However, in hindsight, it does seem like it would have been a good idea for the authors of the study to conduct multiple inference adjustments and report them in a short and simple paragraph – especially if they knew they’d be giving media interviews about their findings. Sadly, in today’s environment, one of the jobs of the academic researcher is to prevent the journalist from overselling or misreporting her results as much as possible. And, when it still inevitably happens, then at least you can point to that sentence in your paper…

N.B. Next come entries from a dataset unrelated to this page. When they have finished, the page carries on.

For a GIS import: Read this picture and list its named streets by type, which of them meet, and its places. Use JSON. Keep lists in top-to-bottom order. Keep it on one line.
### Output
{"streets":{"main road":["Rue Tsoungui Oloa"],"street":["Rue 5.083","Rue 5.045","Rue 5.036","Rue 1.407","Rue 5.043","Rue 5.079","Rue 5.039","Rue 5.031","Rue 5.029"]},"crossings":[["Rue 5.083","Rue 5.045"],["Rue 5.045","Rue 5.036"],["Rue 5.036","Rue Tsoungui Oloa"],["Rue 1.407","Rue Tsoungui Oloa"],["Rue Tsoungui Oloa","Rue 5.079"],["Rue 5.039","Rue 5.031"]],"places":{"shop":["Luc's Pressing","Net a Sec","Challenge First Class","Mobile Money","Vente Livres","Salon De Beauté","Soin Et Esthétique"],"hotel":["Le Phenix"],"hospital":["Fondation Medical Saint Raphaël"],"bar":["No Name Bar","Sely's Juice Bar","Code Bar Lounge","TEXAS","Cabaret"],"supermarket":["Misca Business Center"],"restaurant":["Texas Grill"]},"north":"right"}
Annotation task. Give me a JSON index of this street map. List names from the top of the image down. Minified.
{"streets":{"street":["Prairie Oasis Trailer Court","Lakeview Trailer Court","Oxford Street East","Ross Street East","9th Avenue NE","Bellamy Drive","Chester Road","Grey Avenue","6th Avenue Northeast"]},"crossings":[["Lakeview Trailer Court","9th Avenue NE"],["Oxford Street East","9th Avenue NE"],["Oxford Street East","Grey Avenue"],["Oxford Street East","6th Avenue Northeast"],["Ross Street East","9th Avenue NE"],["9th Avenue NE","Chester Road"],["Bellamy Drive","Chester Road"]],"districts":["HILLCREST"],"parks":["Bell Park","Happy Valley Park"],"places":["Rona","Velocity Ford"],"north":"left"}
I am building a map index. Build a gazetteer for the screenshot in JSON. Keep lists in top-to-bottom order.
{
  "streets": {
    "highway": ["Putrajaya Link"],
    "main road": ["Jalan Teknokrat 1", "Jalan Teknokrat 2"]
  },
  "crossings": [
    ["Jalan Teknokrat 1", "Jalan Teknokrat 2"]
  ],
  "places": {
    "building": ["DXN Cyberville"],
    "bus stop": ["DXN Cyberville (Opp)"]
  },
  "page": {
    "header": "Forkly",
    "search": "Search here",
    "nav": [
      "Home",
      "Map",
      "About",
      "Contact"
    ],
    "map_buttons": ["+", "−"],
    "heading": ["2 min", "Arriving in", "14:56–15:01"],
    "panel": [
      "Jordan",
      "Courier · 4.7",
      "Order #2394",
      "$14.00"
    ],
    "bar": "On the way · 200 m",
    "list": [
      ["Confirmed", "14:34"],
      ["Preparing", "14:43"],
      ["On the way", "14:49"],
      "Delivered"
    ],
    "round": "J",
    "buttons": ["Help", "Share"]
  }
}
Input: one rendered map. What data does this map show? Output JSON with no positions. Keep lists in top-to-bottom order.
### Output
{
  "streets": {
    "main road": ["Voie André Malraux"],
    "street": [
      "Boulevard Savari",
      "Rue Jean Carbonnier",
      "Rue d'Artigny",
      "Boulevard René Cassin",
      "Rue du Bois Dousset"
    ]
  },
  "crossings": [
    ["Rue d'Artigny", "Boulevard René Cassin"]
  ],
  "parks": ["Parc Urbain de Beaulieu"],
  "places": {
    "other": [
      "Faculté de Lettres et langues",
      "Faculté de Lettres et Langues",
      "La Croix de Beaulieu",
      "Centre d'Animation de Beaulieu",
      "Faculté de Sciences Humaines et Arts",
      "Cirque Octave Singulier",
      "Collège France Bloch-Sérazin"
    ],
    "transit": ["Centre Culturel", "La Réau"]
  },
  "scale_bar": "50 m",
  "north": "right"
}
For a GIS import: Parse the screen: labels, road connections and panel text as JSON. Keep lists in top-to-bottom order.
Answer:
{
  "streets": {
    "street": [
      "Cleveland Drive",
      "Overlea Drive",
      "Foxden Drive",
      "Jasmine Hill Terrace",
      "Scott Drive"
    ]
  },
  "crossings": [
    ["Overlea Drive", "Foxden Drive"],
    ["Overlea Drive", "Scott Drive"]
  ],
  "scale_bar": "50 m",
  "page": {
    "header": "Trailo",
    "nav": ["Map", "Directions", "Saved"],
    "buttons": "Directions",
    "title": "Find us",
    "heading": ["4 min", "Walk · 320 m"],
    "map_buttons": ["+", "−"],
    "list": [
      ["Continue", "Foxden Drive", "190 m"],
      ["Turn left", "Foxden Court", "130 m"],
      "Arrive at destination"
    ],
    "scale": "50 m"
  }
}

What would have happened had they done so? Not only could they have emphasized the change in obesity in a different age group, but they could have also told us under what conditions we might assign some credibility to the idea that obesity among 2-5 year-old children dropped between 2003-2004 and 2011-2012. Let’s see how:
In the study, which is a descriptive analysis of repeated cross-sectional data, there is only one table that we’re interested in, which reports changes over time (see Table 6 from the study below). In this table, obesity is reported for six age groups (2-5, 6-11, 12-19, 20-39, 40-59, and over 60) for five time periods (03-04, 05-06, 07-08, 09-10, and 11-12), with unadjusted p-values from t-tests reported only for the longest-term comparison (i.e. the change between 03-04 and 11-12). That is six t-tests.* Since you run a risk of making a Type 1 error each time you conduct a t-test, the unadjusted p-values overstate confidence in the estimates. Oster suggests that the authors could have used a Bonferroni adjustment – the most rudimentary adjustment in general use – which would have required the authors to consider a 0.008 threshold rather than 0.05. Since the 5.5 percentage point (pp) drop in obesity among children aged 2-5 has a p-value of 0.03, it would not have cleared this hurdle. However, the 4.4 pp increase among those aged 60 and older would have easily – with its p-value of 0.004 (a bit more on this below).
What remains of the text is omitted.